WHAT IS BEING ASKED - Up to and including the line with "thumb mcp: (396, 378)", please reproduce the lines below exactly, beginning with the first.

-------- DATA RECORDS --------

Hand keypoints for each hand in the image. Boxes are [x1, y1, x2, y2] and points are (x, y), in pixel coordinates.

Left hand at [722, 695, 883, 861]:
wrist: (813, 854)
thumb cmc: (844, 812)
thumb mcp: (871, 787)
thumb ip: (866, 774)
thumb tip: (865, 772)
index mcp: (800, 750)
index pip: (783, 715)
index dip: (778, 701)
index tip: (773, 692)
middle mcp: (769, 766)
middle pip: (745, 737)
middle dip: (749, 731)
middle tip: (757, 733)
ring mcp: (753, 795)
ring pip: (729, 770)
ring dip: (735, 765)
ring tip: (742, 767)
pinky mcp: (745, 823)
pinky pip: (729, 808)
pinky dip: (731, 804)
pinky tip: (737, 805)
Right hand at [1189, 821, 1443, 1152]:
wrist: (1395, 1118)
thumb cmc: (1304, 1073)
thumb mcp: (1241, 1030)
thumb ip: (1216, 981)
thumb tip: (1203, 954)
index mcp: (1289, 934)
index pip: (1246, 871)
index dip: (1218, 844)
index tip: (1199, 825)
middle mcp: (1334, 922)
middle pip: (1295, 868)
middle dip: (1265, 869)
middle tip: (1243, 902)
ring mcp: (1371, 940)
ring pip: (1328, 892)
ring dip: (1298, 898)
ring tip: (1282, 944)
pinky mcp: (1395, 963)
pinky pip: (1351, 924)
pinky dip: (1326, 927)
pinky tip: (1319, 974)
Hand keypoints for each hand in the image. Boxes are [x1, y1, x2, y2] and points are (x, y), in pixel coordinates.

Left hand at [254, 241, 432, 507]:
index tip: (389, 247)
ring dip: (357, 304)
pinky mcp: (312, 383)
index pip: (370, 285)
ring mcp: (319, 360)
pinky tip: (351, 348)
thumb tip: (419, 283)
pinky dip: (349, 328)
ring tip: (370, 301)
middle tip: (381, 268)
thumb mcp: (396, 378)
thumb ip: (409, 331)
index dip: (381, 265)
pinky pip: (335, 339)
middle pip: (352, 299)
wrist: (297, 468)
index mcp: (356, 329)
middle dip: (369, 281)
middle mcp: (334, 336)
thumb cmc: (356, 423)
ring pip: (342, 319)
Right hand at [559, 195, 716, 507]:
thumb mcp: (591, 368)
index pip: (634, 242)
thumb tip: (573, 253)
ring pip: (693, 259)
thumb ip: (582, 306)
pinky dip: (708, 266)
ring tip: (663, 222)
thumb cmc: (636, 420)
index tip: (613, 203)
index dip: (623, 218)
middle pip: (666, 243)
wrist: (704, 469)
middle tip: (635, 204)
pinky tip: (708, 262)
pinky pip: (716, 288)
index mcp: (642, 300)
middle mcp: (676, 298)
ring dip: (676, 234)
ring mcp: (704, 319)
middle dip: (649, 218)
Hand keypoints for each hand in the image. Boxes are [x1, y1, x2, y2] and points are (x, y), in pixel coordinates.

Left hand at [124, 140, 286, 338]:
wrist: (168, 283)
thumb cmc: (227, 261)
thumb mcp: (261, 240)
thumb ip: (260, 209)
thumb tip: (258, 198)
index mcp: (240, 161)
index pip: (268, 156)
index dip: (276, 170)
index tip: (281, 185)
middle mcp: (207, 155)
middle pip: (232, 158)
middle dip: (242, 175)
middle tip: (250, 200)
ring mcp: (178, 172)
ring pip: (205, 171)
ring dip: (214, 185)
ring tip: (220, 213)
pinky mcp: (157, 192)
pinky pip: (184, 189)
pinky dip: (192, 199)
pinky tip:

--------

RESPONSE BOX -
Hand keypoints for each hand in the image. Boxes are [x1, y1, x2, y2] and points are (x, y), in pixel coordinates.

Left hand at [722, 695, 883, 861]:
wrist: (813, 854)
thumb cmc: (844, 812)
thumb mcp: (871, 787)
thumb ip: (866, 774)
thumb tip: (865, 772)
index mcp: (800, 750)
index pip: (783, 715)
index dip: (778, 701)
index tip: (773, 692)
middle mcp: (769, 766)
middle pip: (745, 737)
middle dip: (749, 731)
middle tip: (757, 733)
ring mcp: (753, 795)
ring pip: (729, 770)
ring dip: (735, 765)
ring tip: (742, 767)
pinky mcp: (745, 823)
pinky pip: (729, 808)
pinky dip: (731, 804)
pinky tip: (737, 805)
Right hand at [1189, 821, 1443, 1152]:
wrist: (1395, 1118)
thumb cmc: (1304, 1073)
thumb mcp: (1241, 1030)
thumb ip: (1216, 981)
thumb tip: (1203, 954)
index mcp: (1289, 934)
index pip: (1246, 871)
index dip: (1218, 844)
index tip: (1199, 825)
middle mcp: (1334, 922)
middle pip: (1295, 868)
middle dip: (1265, 869)
middle tip: (1243, 902)
ring mcp: (1371, 940)
ring pip: (1328, 892)
ring dip: (1298, 898)
ring tip: (1282, 944)
pinky mcp: (1395, 963)
pinky pip: (1351, 924)
pinky dip: (1326, 927)
pinky tip: (1319, 974)
Hand keypoints for each hand in the image. Boxes are [x1, y1, x2, y2] and points are (x, y), in pixel coordinates.

Left hand at [254, 241, 432, 507]:
index tip: (389, 247)
ring dip: (357, 304)
pinky mcp: (312, 383)
index pip: (370, 285)
ring mcp: (319, 360)
pinky tip: (351, 348)
thumb tip: (419, 283)
pinky dip: (349, 328)
ring tip: (370, 301)
middle tip: (381, 268)
thumb mcp: (396, 378)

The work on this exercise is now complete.